Back to Nature (Published on - Dec. 29, 2004)
Memories sparked by the glow of a winter fire
The glow from the winter fire warmed the clear starry night sky. Soft soled mukluks and a goat skinned coat pulled up tight against the steadily dropping temperatures kept the knifesharp cold at bay. Winter came early here in the Canadian Rockies. Snow began to fall in early September and each night a new layer of pure, sparkling white blanketed the forest floor.

The log cabin had two small rooms, a screened back porch and a front porch that looked out upon a frozen river and miles of open forest. Less than a half mile away a two-lane, snow-covered, winding, gravel road led to a small town and civilization beyond. Not too many people made it out this far. The road was impassable for most of the winter season.

I needed the solace of this quiet gentle place. I needed the raw nature, the peacefulness, the simplicity and assurance that if something was going to go wrong it wouldn’t be caused by anyone but myself and the elements. I knew very well how to chop wood and build a good fire at my own hearth. I’d learned from my mother and grandfather how to garden and put away the harvest for winter. I traded the hunting prowess of my Samoyed/Husky, Grishka, with a young Indian man for the occasional deer roast and grouse.

This meat along with the vegetables stowed away kept us fine with hot stews and home baked bread, but what my 3-year-old daughter, Jennifer, and I really enjoyed on a cold night was the smoked salmon we’d put away the previous fall. Looking back I believe the joy came more from the memories of the catch than the actual meal itself.

It’s that way with some things, like baked apple pies or blackberry cobbler. You remember gathering the ripe apples and the sun’s warmth upon your face or the perfume of wildflowers interspersed among the thickets of berries. It’s the scent of things that brings back every detail of the event remembered as if that scent unlocks time itself and past becomes reality in the present.

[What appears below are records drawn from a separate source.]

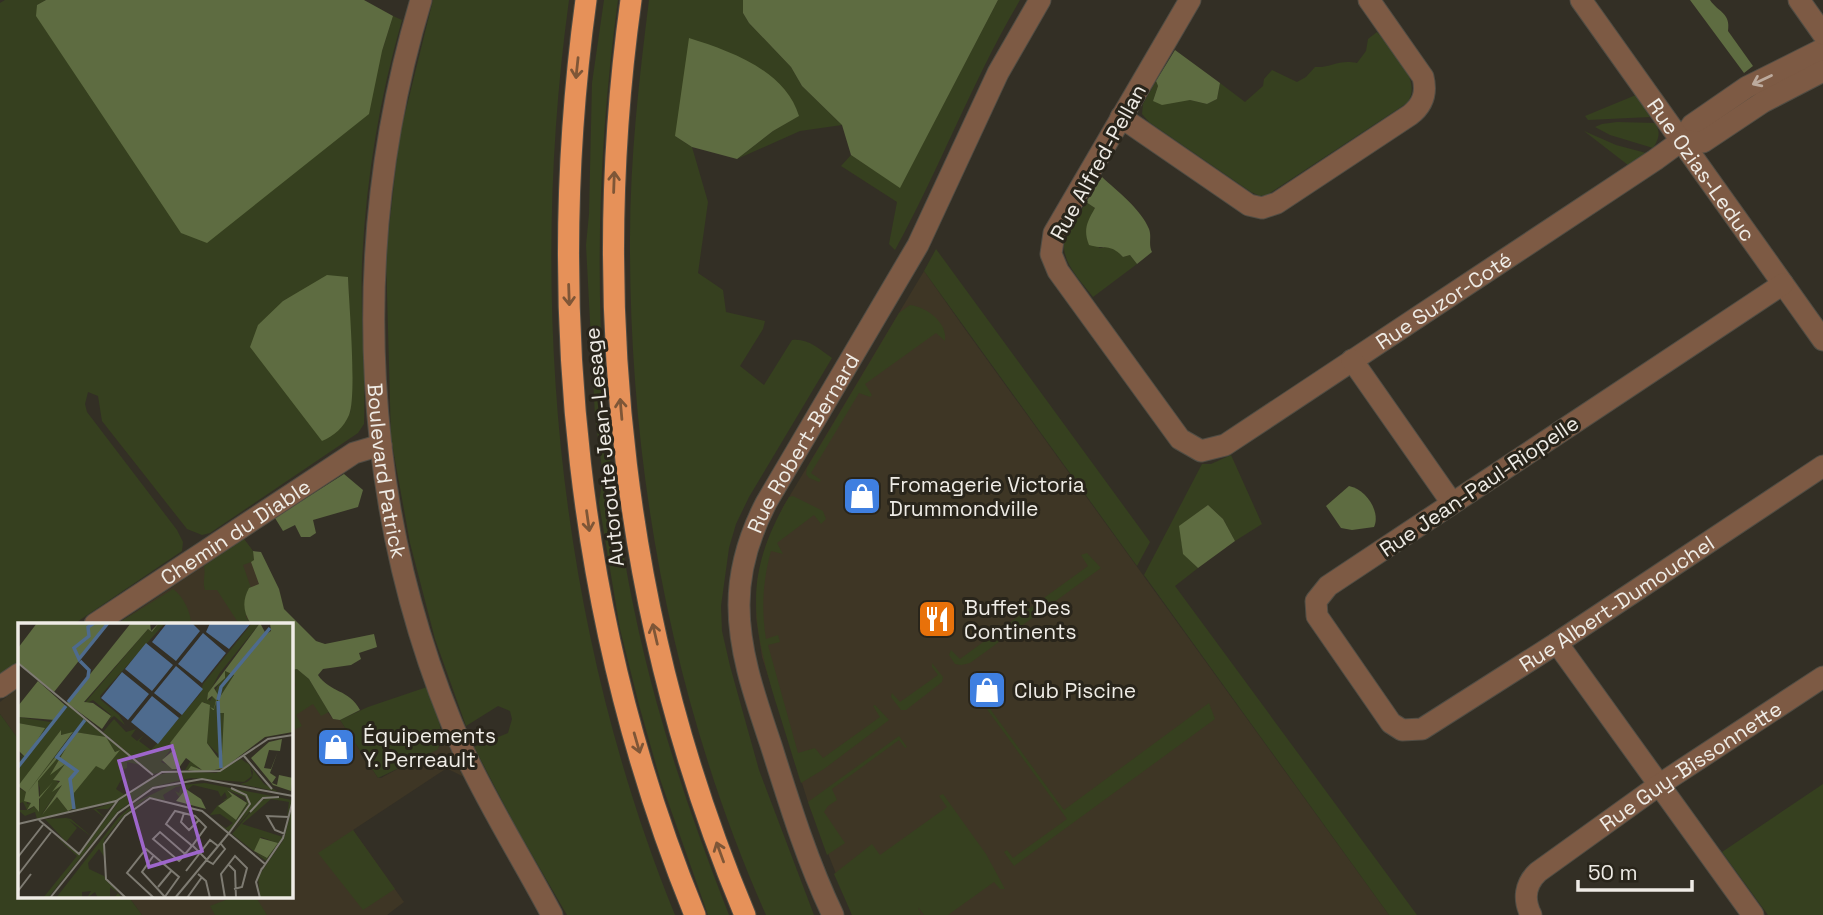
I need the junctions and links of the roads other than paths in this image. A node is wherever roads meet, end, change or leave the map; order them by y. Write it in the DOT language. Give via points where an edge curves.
graph roads {
  1 [pos="421,0"];
  2 [pos="586,0"];
  3 [pos="631,0"];
  4 [pos="1040,0"];
  5 [pos="1190,0"];
  6 [pos="1369,0"];
  7 [pos="1581,0"];
  8 [pos="1799,0"];
  9 [pos="1823,34"];
  10 [pos="1823,49"];
  11 [pos="1823,71"];
  12 [pos="1793,75"];
  13 [pos="1121,117"];
  14 [pos="1681,141"];
  15 [pos="1783,284"];
  16 [pos="1823,340"];
  17 [pos="1352,360"];
  18 [pos="381,445"];
  19 [pos="1201,451"];
  20 [pos="1823,466"];
  21 [pos="1452,503"];
  22 [pos="97,623"];
  23 [pos="1556,643"];
  24 [pos="18,675"];
  25 [pos="1823,677"];
  26 [pos="0,687"];
  27 [pos="1407,730"];
  28 [pos="1660,785"];
  29 [pos="552,915"];
  30 [pos="695,915"];
  31 [pos="745,915"];
  32 [pos="833,915"];
  33 [pos="1531,915"];
  34 [pos="1753,915"];
  1 -- 18 [label="street, Boulevard Patrick" via="395,94 378,203 374,318"];
  2 -- 30 [label="highway, Autoroute Jean-Lesage, one-way" via="571,133 568,245 572,363 585,497 619,677 656,807"];
  31 -- 3 [label="highway, Autoroute Jean-Lesage, one-way" via="706,814 671,698 644,584 628,476 615,339 613,229 618,117"];
  4 -- 32 [label="street, Rue Robert-Bernard" via="998,73 922,237 766,503 744,557 739,606 745,659 788,799"];
  5 -- 13 [label="street, Rue Alfred-Pellan"];
  6 -- 13 [label="street" via="1423,77 1421,104 1278,203 1262,208 1249,205"];
  7 -- 14 [label="street, Rue Ozias-Leduc"];
  8 -- 9 [label="street"];
  10 -- 12 [label="street, Rue Suzor-Coté"];
  11 -- 12 [label="street, Rue Suzor-Coté"];
  12 -- 14 [label="street, Rue Suzor-Coté" via="1747,87 1692,125"];
  13 -- 19 [label="street, Rue Alfred-Pellan" via="1054,233 1052,262 1180,439"];
  14 -- 15 [label="street, Rue Ozias-Leduc"];
  14 -- 17 [label="street, Rue Suzor-Coté"];
  15 -- 16 [label="street, Rue Ozias-Leduc"];
  15 -- 21 [label="street, Rue Jean-Paul-Riopelle"];
  17 -- 19 [label="street, Rue Suzor-Coté" via="1225,445"];
  17 -- 21 [label="street"];
  18 -- 22 [label="street, Chemin du Diable" via="345,459"];
  18 -- 29 [label="street, Boulevard Patrick" via="396,534 436,681 475,774"];
  20 -- 23 [label="street, Rue Albert-Dumouchel"];
  21 -- 27 [label="street, Rue Jean-Paul-Riopelle" via="1328,586 1315,604 1320,625 1388,720"];
  23 -- 27 [label="street, Rue Albert-Dumouchel" via="1426,727"];
  23 -- 28 [label="street"];
  24 -- 26 [label="street"];
  25 -- 28 [label="street, Rue Guy-Bissonnette"];
  28 -- 33 [label="street, Rue Guy-Bissonnette" via="1542,869 1528,886"];
  28 -- 34 [label="street"];
}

On a cold evening, cabin braced against the boisterous winds, Jennifer and I would speak of fall breezes and remember just a hint of winter lilting upon them. We’d recall the dark blue river running with salmon that ran through the middle of the silver lake. We’d close our eyes and go back to the warm quiet, the sun’s golden rays, the scent of the water and envision the pair of golden eagles against blue sky watching over us as we fished. We’d remember the gentle rocking of the boat and the pride of our generous catch.

It was as if we were back again with friends joining us for a feast of baked potatoes, fresh salmon and corn chowder cooked over an open fire.

Memories help make the long, dark nights shorter. Sharing those memories as stories with friends brings us all closer around the fire. The glow of light in your eyes, the glistening moisture upon lips as stories are shared, the smile upon a gentle worn face, tales being illustrated in the air upon gnarled, knuckled hands, the scent of the fire, sparks and ashes rising to the moon greeting the stars, snows and snowballs, blankets and warm shoulders, the warmth of a hand, hot stews, baked pies, handmade presents, a packet of sage wrapped in red felt, a yellow feather, a blue stone, a lock of blonde hair tied with a pink bow, roads traveled, a bird’s wings spread on freedom’s winds, fires built, hearths visited, moonlit nights, friends remembered, lost loves, loves cherished, children rocked and held, bruises kissed, lullabies sang, one bright star to light our path, upon a cold winter’s night, with the scent of smoke in our hair and memories to carry us into the new year.

Season’s greetings. Thank you for sitting with me back to nature around the warm glow of my winter fire.